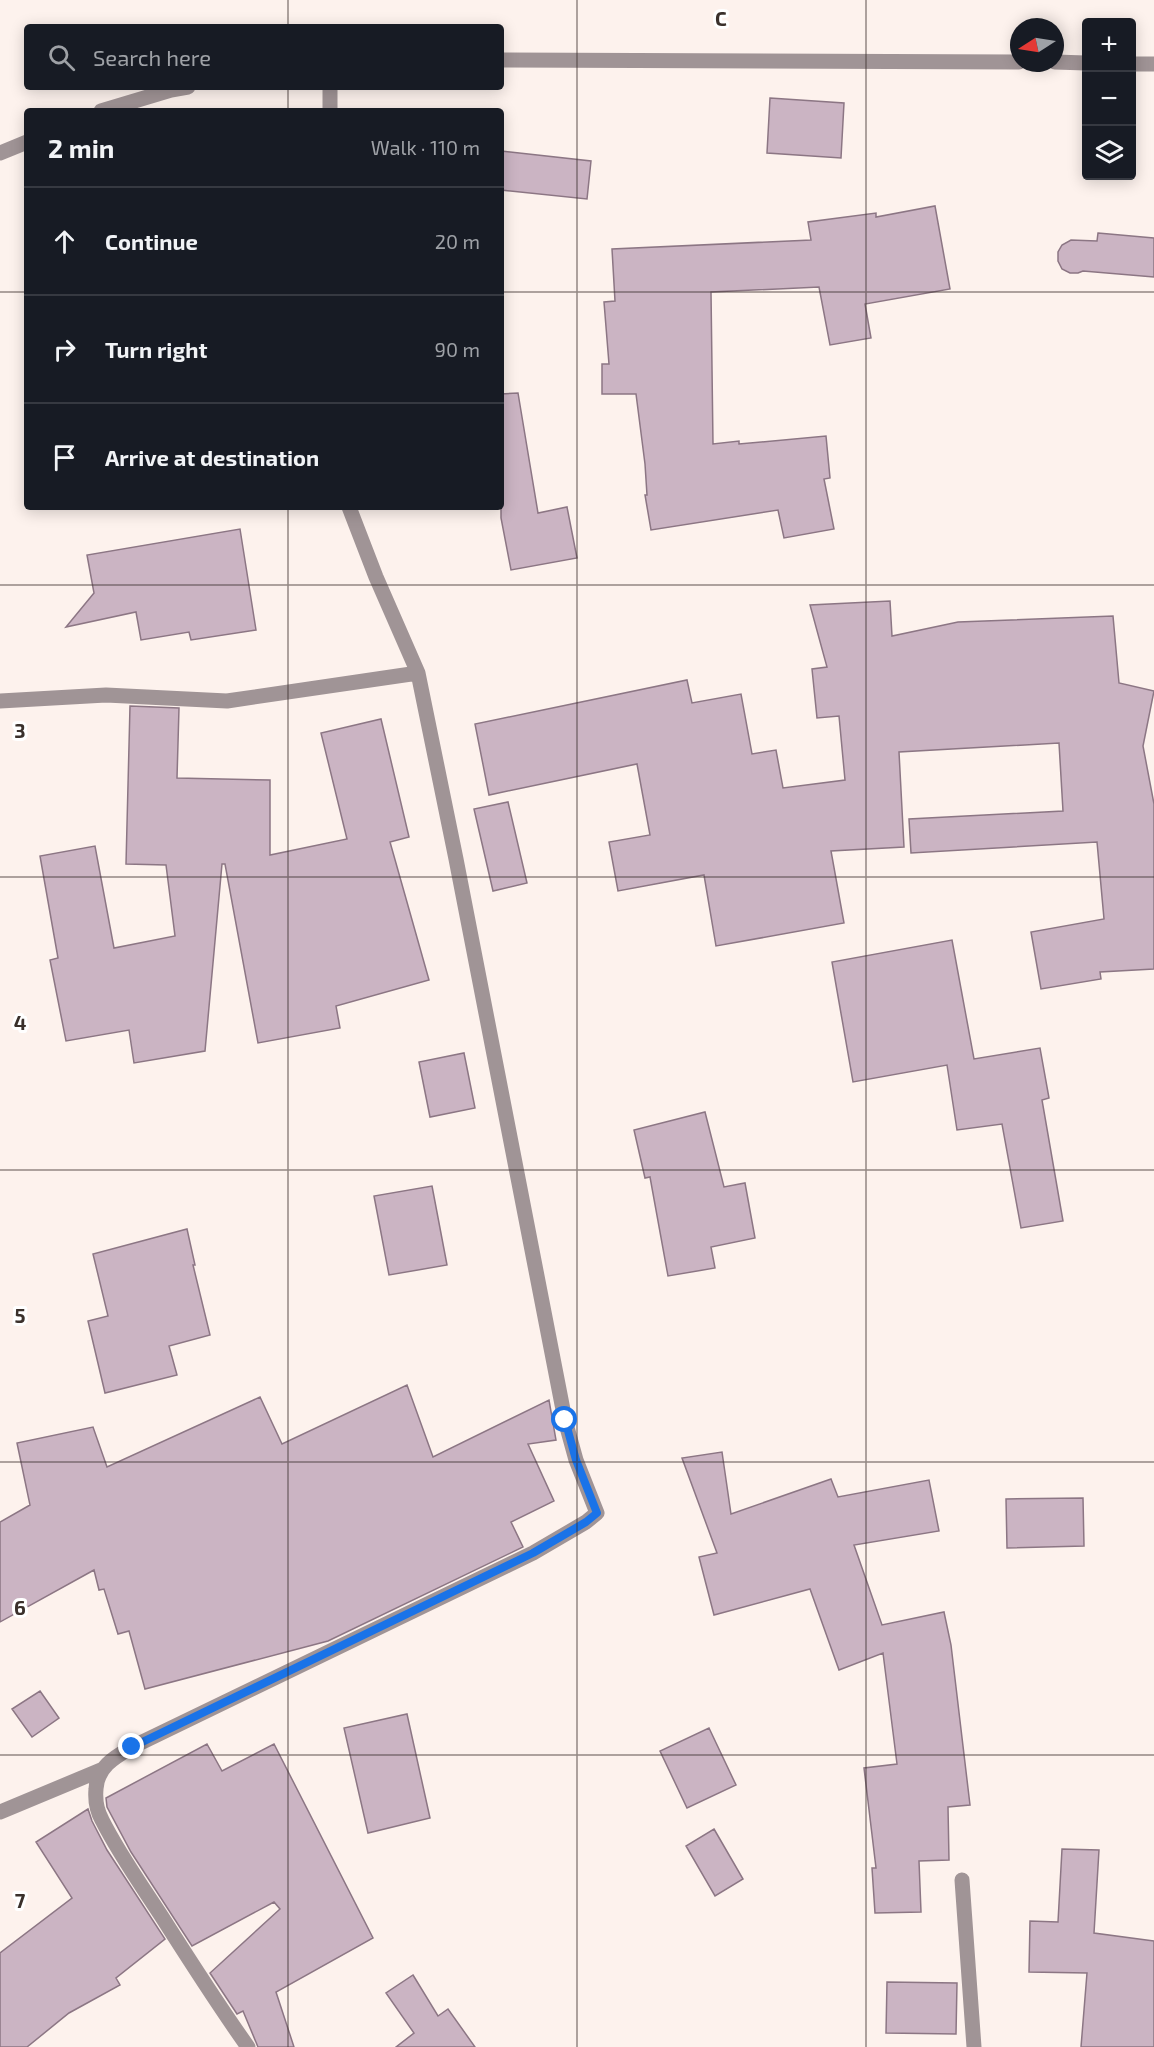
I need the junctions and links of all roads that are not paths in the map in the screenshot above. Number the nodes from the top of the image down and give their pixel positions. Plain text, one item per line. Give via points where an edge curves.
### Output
1 (504, 60) edge
2 (1010, 62) edge
3 (1064, 62) edge
4 (1082, 63) edge
5 (1136, 64) edge
6 (1154, 64) edge
7 (171, 90) edge
8 (330, 90) edge
9 (111, 108) edge
10 (330, 108) edge
11 (24, 143) edge
12 (0, 153) edge
13 (350, 510) edge
14 (418, 673) junction
15 (0, 701) edge
16 (101, 1770) junction
17 (0, 1812) edge
18 (962, 1880) dead end
19 (248, 2047) edge
20 (975, 2047) edge

1 - 2 street
3 - 4 street
5 - 6 street
7 - 9 street
8 - 10 street
11 - 12 street
13 - 14 street
14 - 15 street via 227,701 106,695
14 - 16 street via 565,1420 597,1513 533,1553 132,1747
16 - 17 street
16 - 19 street via 96,1787 101,1818
18 - 20 street

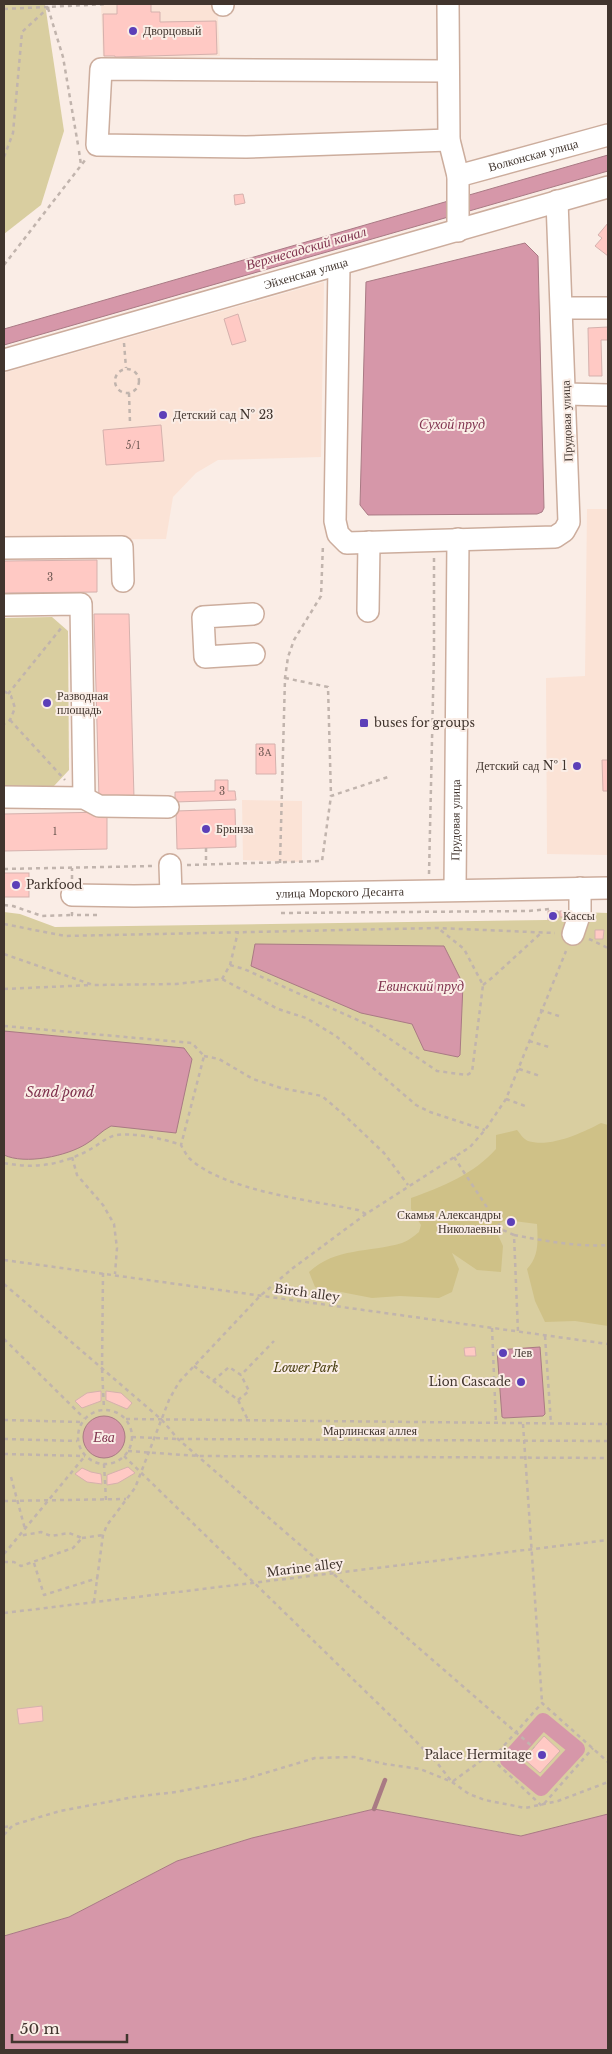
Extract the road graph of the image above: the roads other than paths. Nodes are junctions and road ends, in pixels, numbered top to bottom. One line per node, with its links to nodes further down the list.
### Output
1 (448, 4): 2 (street)
2 (448, 71): 4 (street); 4 (street)
3 (608, 135): 5 (street, Волконская улица)
4 (449, 140): 5 (street)
5 (458, 184): 8 (street)
6 (608, 187): 7 (street, Эйхенская улица)
7 (558, 202): 8 (street, Эйхенская улица); 10 (street, Прудовая улица)
8 (458, 225): 9 (street, Эйхенская улица)
9 (339, 265): 12 (street, Эйхенская улица); 16 (street, Прудовая улица)
10 (563, 308): 11 (street); 13 (street, Прудовая улица)
11 (608, 308)
12 (4, 360)
13 (566, 394): 14 (street); 15 (street, Прудовая улица)
14 (608, 396)
15 (458, 539): 16 (street, Прудовая улица); 28 (street, Прудовая улица)
16 (369, 542): 20 (street)
17 (4, 548): 18 (street)
18 (123, 581)
19 (4, 605): 24 (street)
20 (368, 611)
21 (253, 614): 22 (street)
22 (254, 654)
23 (4, 797): 24 (street)
24 (84, 798): 25 (street)
25 (168, 807)
26 (170, 865): 29 (street)
27 (608, 888): 30 (street, улица Морского Десанта)
28 (456, 890): 29 (street, улица Морского Десанта); 30 (street, улица Морского Десанта)
29 (171, 895): 31 (street, улица Морского Десанта)
30 (580, 897): 32 (street)
31 (72, 905)
32 (573, 934)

[TASK PROMPT] Set down the entries exactly as they appear, with every picture left out.

[ANSWER TO THIS PROBLEM]
I need the junctions and links of all roads that are not paths in the map in the screenshot above. Number the nodes from the top of the image down and give their pixel positions. Plain text, one item per line. Give via points where an edge curves.
### Output
1 (504, 60) edge
2 (1010, 62) edge
3 (1064, 62) edge
4 (1082, 63) edge
5 (1136, 64) edge
6 (1154, 64) edge
7 (171, 90) edge
8 (330, 90) edge
9 (111, 108) edge
10 (330, 108) edge
11 (24, 143) edge
12 (0, 153) edge
13 (350, 510) edge
14 (418, 673) junction
15 (0, 701) edge
16 (101, 1770) junction
17 (0, 1812) edge
18 (962, 1880) dead end
19 (248, 2047) edge
20 (975, 2047) edge

1 - 2 street
3 - 4 street
5 - 6 street
7 - 9 street
8 - 10 street
11 - 12 street
13 - 14 street
14 - 15 street via 227,701 106,695
14 - 16 street via 565,1420 597,1513 533,1553 132,1747
16 - 17 street
16 - 19 street via 96,1787 101,1818
18 - 20 street

Extract the road graph of the image above: the roads other than paths. Nodes are junctions and road ends, in pixels, numbered top to bottom. One line per node, with its links to nodes further down the list.
### Output
1 (448, 4): 2 (street)
2 (448, 71): 4 (street); 4 (street)
3 (608, 135): 5 (street, Волконская улица)
4 (449, 140): 5 (street)
5 (458, 184): 8 (street)
6 (608, 187): 7 (street, Эйхенская улица)
7 (558, 202): 8 (street, Эйхенская улица); 10 (street, Прудовая улица)
8 (458, 225): 9 (street, Эйхенская улица)
9 (339, 265): 12 (street, Эйхенская улица); 16 (street, Прудовая улица)
10 (563, 308): 11 (street); 13 (street, Прудовая улица)
11 (608, 308)
12 (4, 360)
13 (566, 394): 14 (street); 15 (street, Прудовая улица)
14 (608, 396)
15 (458, 539): 16 (street, Прудовая улица); 28 (street, Прудовая улица)
16 (369, 542): 20 (street)
17 (4, 548): 18 (street)
18 (123, 581)
19 (4, 605): 24 (street)
20 (368, 611)
21 (253, 614): 22 (street)
22 (254, 654)
23 (4, 797): 24 (street)
24 (84, 798): 25 (street)
25 (168, 807)
26 (170, 865): 29 (street)
27 (608, 888): 30 (street, улица Морского Десанта)
28 (456, 890): 29 (street, улица Морского Десанта); 30 (street, улица Морского Десанта)
29 (171, 895): 31 (street, улица Морского Десанта)
30 (580, 897): 32 (street)
31 (72, 905)
32 (573, 934)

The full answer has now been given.